Banquier + Gangster = …

Vincent_colotPar Vincent Colot (chroniqueur exclusif) – Analyste financier

… Bankster !

Ouh là, sur quelle pente me hasardé-je ? N’est-ce pas adhérer à une thèse populiste, voire complotiste, que d’assimiler les banquiers à des gangsters ? Et pourquoi pas des mafieux, tant qu’on y est ? De fait, le terme « bankster », qui est loin d’être un néologisme, a été à plusieurs reprises employé par des mouvements extrémistes, visant le chaos ou l’anarchie, pour dénoncer le système (capitaliste) en place.

Si je me désolidarise évidemment totalement de ces mouvements, il serait idiot de nier qu’il y a un « problème » bancaire.
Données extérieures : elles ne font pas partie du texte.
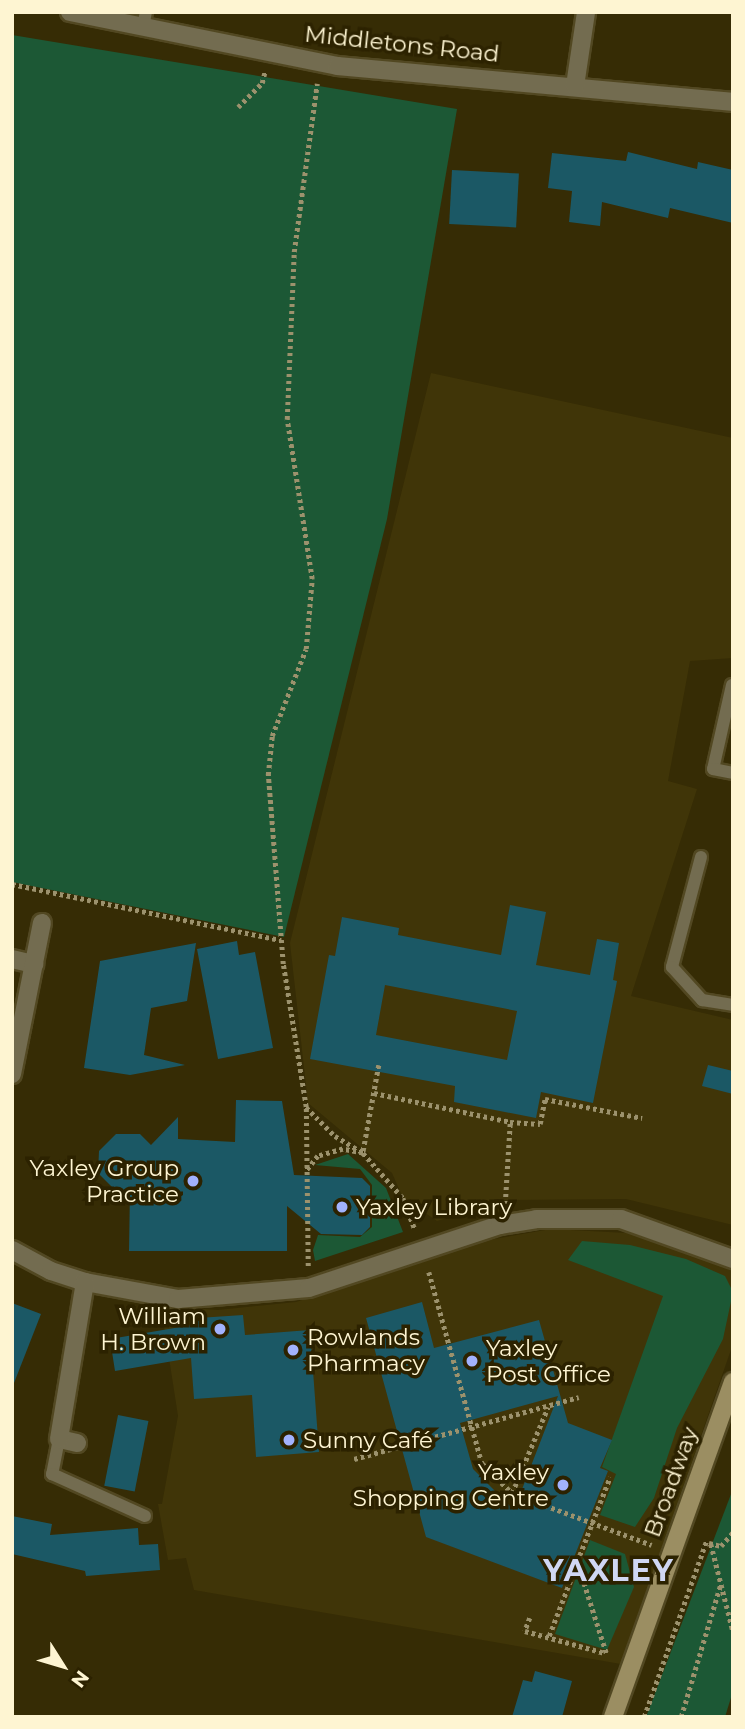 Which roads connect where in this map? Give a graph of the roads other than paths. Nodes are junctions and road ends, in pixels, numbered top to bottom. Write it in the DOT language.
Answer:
graph roads {
  1 [pos="71,12"];
  2 [pos="586,12"];
  3 [pos="145,20"];
  4 [pos="575,86"];
  5 [pos="733,102"];
  6 [pos="732,685"];
  7 [pos="733,773"];
  8 [pos="701,857"];
  9 [pos="41,923"];
  10 [pos="12,959"];
  11 [pos="34,964"];
  12 [pos="733,1005"];
  13 [pos="12,1074"];
  14 [pos="12,1250"];
  15 [pos="733,1259"];
  16 [pos="85,1282"];
  17 [pos="733,1382"];
  18 [pos="59,1439"];
  19 [pos="78,1443"];
  20 [pos="145,1516"];
  21 [pos="613,1717"];
  1 -- 3 [label="street, Middletons Road"];
  2 -- 4 [label="street"];
  3 -- 4 [label="street, Middletons Road"];
  4 -- 5 [label="street, Middletons Road"];
  6 -- 7 [label="lane"];
  8 -- 12 [label="lane"];
  9 -- 11 [label="street"];
  10 -- 11 [label="street"];
  11 -- 13 [label="street"];
  14 -- 16 [label="street"];
  15 -- 16 [label="street"];
  16 -- 18 [label="street"];
  17 -- 21 [label="main road, Broadway"];
  18 -- 19 [label="street"];
  18 -- 20 [label="lane"];
} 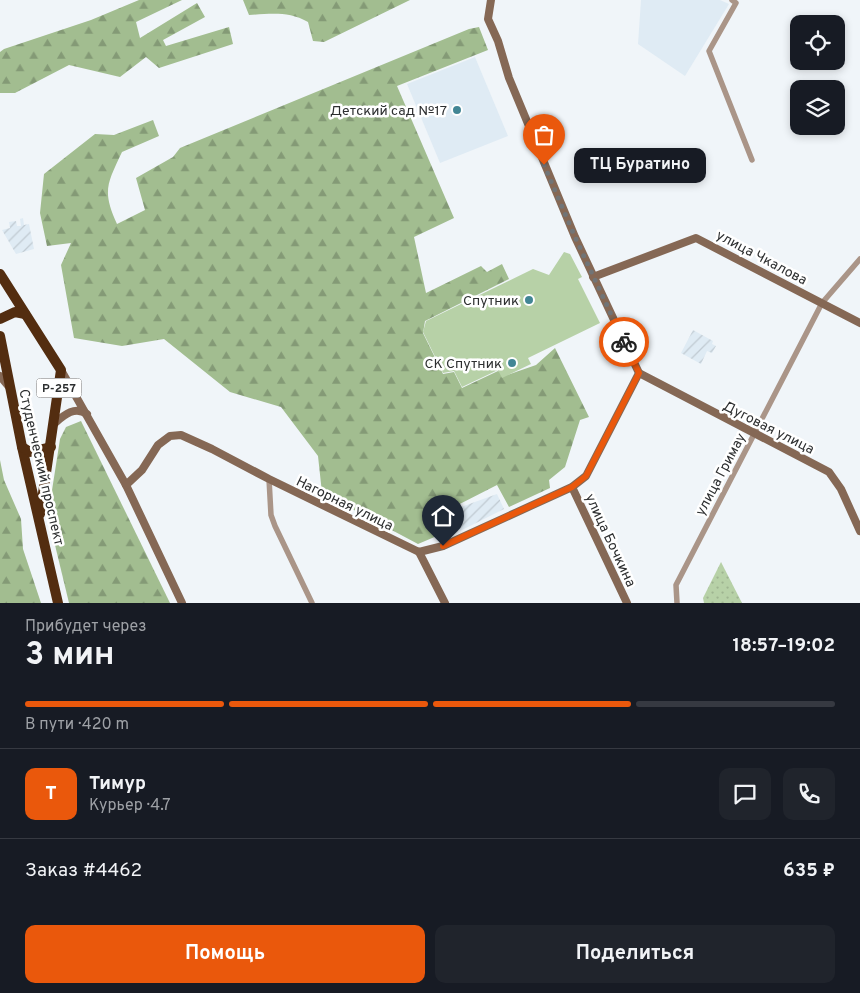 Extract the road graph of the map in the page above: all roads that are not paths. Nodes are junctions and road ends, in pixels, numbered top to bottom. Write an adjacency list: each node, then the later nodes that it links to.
1 (491, 0): 6 (main road)
2 (732, 0): 3 (street)
3 (752, 160)
4 (860, 259): 7 (street, улица Гримау)
5 (0, 274): 8 (highway, Р-257)
6 (593, 277): 7 (main road, улица Чкалова); 13 (main road)
7 (822, 303): 10 (main road, улица Чкалова); 18 (street, улица Гримау)
8 (25, 314): 9 (highway); 12 (highway, Р-257)
9 (0, 319)
10 (860, 323)
11 (0, 336): 15 (highway, Студенческий проспект / Р-257)
12 (61, 370): 16 (main road); 17 (highway, Р-257)
13 (639, 373): 18 (main road, Дуговая улица); 23 (main road)
14 (0, 376): 15 (main road)
15 (10, 389): 19 (highway, Студенческий проспект / Р-257)
16 (87, 414): 17 (main road); 22 (main road)
17 (55, 423): 20 (highway, Р-257)
18 (755, 434): 25 (main road, Дуговая улица); 32 (street, улица Гримау)
19 (22, 447): 20 (highway); 24 (highway, Студенческий проспект / Р-257)
20 (52, 447): 24 (highway, Р-257)
21 (269, 479): 22 (main road, Нагорная улица); 26 (main road, Нагорная улица); 29 (street)
22 (126, 485): 28 (main road)
23 (572, 487): 26 (main road); 31 (main road, улица Бочкина)
24 (40, 518): 27 (highway, Студенческий проспект / Р-257)
25 (860, 531)
26 (419, 552): 30 (main road)
27 (58, 603)
28 (182, 603)
29 (312, 603)
30 (445, 603)
31 (627, 603)
32 (677, 603) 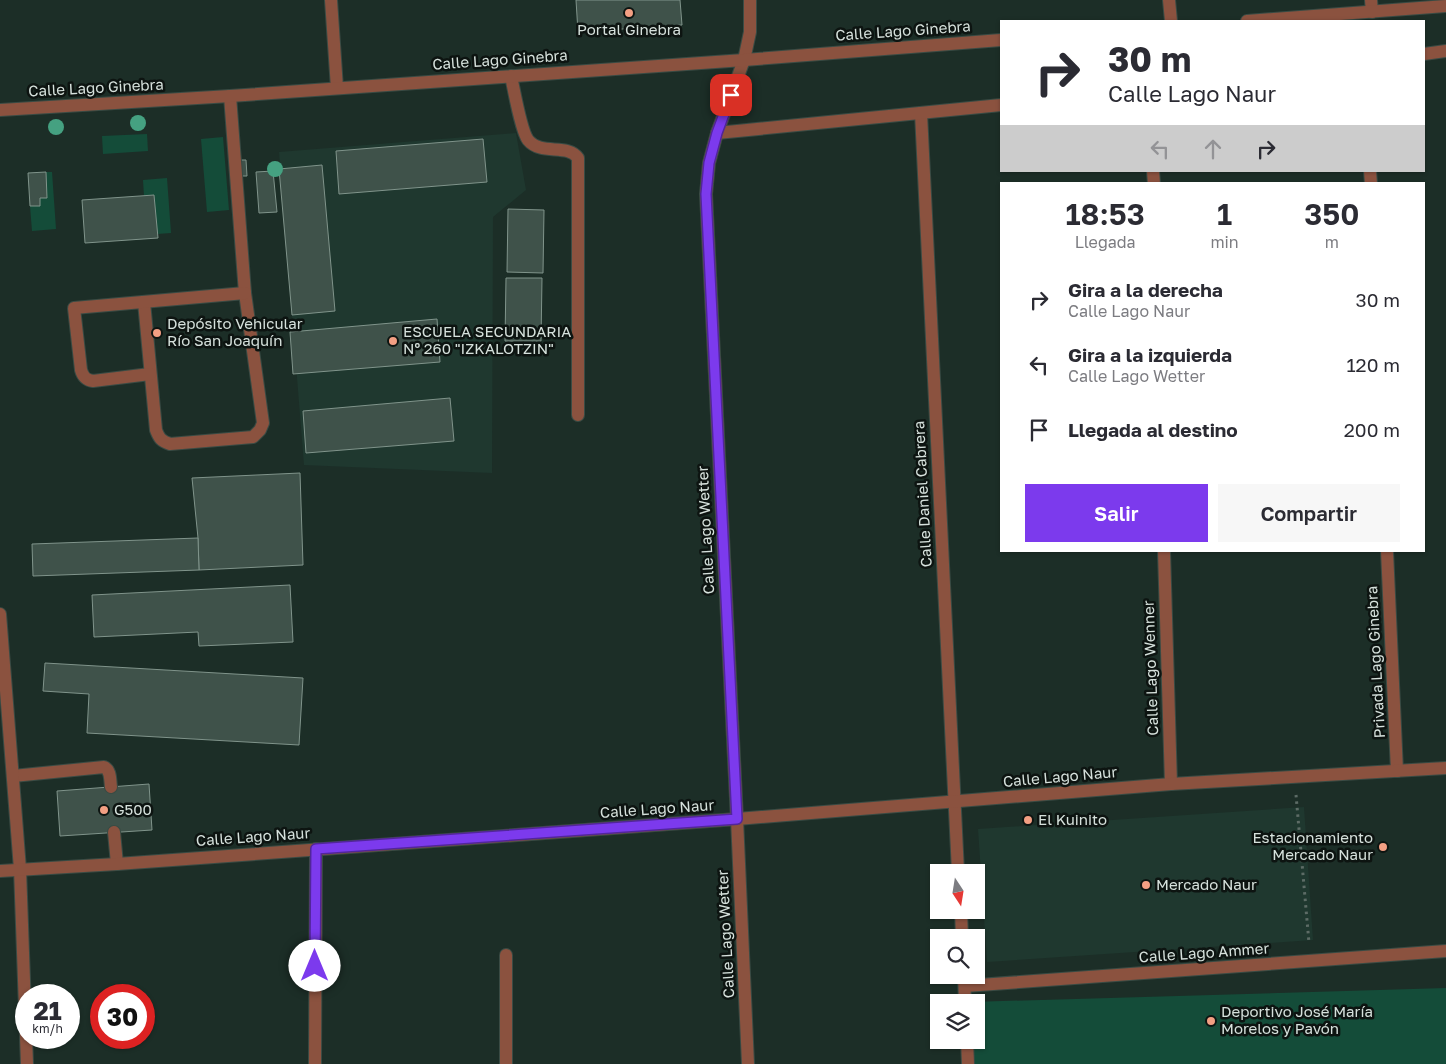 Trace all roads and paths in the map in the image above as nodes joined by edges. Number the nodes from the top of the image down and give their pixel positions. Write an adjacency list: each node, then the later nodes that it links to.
1 (331, 0): 13 (street)
2 (750, 0): 11 (street, Calle Lago Wetter)
3 (1170, 0): 6 (street)
4 (1371, 6): 5 (street); 7 (street)
5 (1446, 6)
6 (1171, 20)
7 (1255, 20)
8 (1000, 40): 11 (street, Calle Lago Ginebra)
9 (1446, 51): 10 (street)
10 (1425, 54)
11 (744, 60): 12 (street, Calle Lago Ginebra); 18 (street, Calle Lago Wetter)
12 (511, 76): 13 (street, Calle Lago Ginebra); 22 (street)
13 (337, 88): 14 (street, Calle Lago Ginebra)
14 (230, 96): 16 (street, Calle Lago Ginebra); 19 (street)
15 (1000, 105): 17 (street)
16 (0, 110)
17 (921, 113): 18 (street); 32 (street, Calle Daniel Cabrera)
18 (717, 133): 33 (street, Calle Lago Wetter)
19 (245, 293): 20 (street); 21 (street)
20 (144, 302): 21 (street); 21 (street)
21 (150, 374)
22 (578, 415)
23 (1164, 552): 30 (street, Calle Lago Wenner)
24 (1387, 552): 27 (street, Privada Lago Ginebra)
25 (0, 614): 28 (street)
26 (1446, 768): 27 (street, Calle Lago Naur)
27 (1397, 771): 29 (street, Calle Lago Naur)
28 (13, 776): 31 (street); 38 (street)
29 (1294, 777): 30 (street, Calle Lago Naur); 42 (path)
30 (1171, 784): 32 (street, Calle Lago Naur)
31 (111, 787)
32 (954, 802): 33 (street, Calle Lago Naur); 37 (street, Calle Daniel Cabrera)
33 (737, 819): 35 (street, Calle Lago Naur); 48 (street, Calle Lago Wetter)
34 (114, 832): 36 (street)
35 (316, 849): 36 (street, Calle Lago Naur); 46 (street)
36 (117, 864): 38 (street, Calle Lago Naur)
37 (958, 864)
38 (20, 869): 39 (street, Calle Lago Naur); 45 (street)
39 (0, 871)
40 (1446, 951): 42 (street, Calle Lago Ammer)
41 (506, 955): 47 (street)
42 (1310, 962): 43 (street, Calle Lago Ammer)
43 (985, 979)
44 (967, 1049): 49 (street)
45 (27, 1064)
46 (315, 1064)
47 (506, 1064)
48 (748, 1064)
49 (968, 1064) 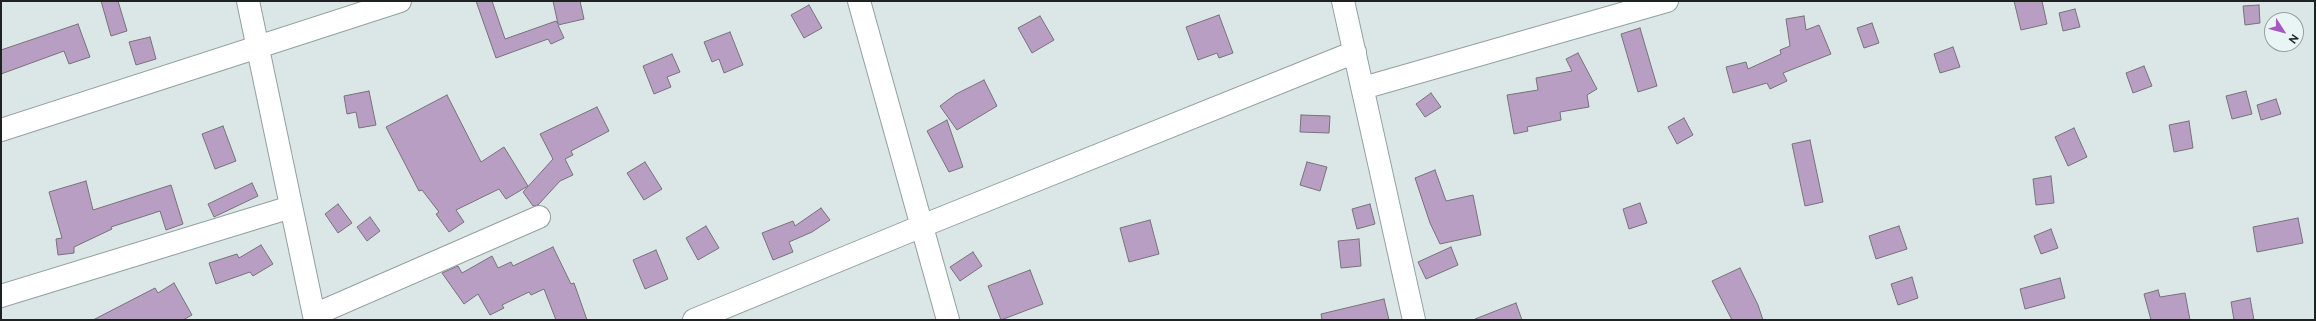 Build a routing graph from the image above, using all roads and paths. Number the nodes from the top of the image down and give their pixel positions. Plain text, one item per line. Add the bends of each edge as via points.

Un sondage publié juste avant l’été a laissé apparaître que seul 1 Français sur 4 se dit très satisfait de sa banque, au point de la recommander à ses amis. Le secteur bancaire est d’ailleurs, avec le secteur de l’énergie, le secteur qui fait l’objet de la moindre considération par la population. En Belgique, à l’occasion d’une récente consultation sur le site Internet de l’association de défense des consommateurs Test-Achats, les membres ont clairement exprimé leur opinion sur le secteur financier. Pour 71% d’entre eux (ayant répondu sur une base volontaire), les banques se moqueraient comme d’une guigne de l’intérêt réel de leurs clients : seuls importeraient les bénéfices et la rémunération des actionnaires. Ils ne sont que 2% à considérer, à l’inverse, que l’intérêt d’une banque et de sa clientèle se rejoignent parfaitement.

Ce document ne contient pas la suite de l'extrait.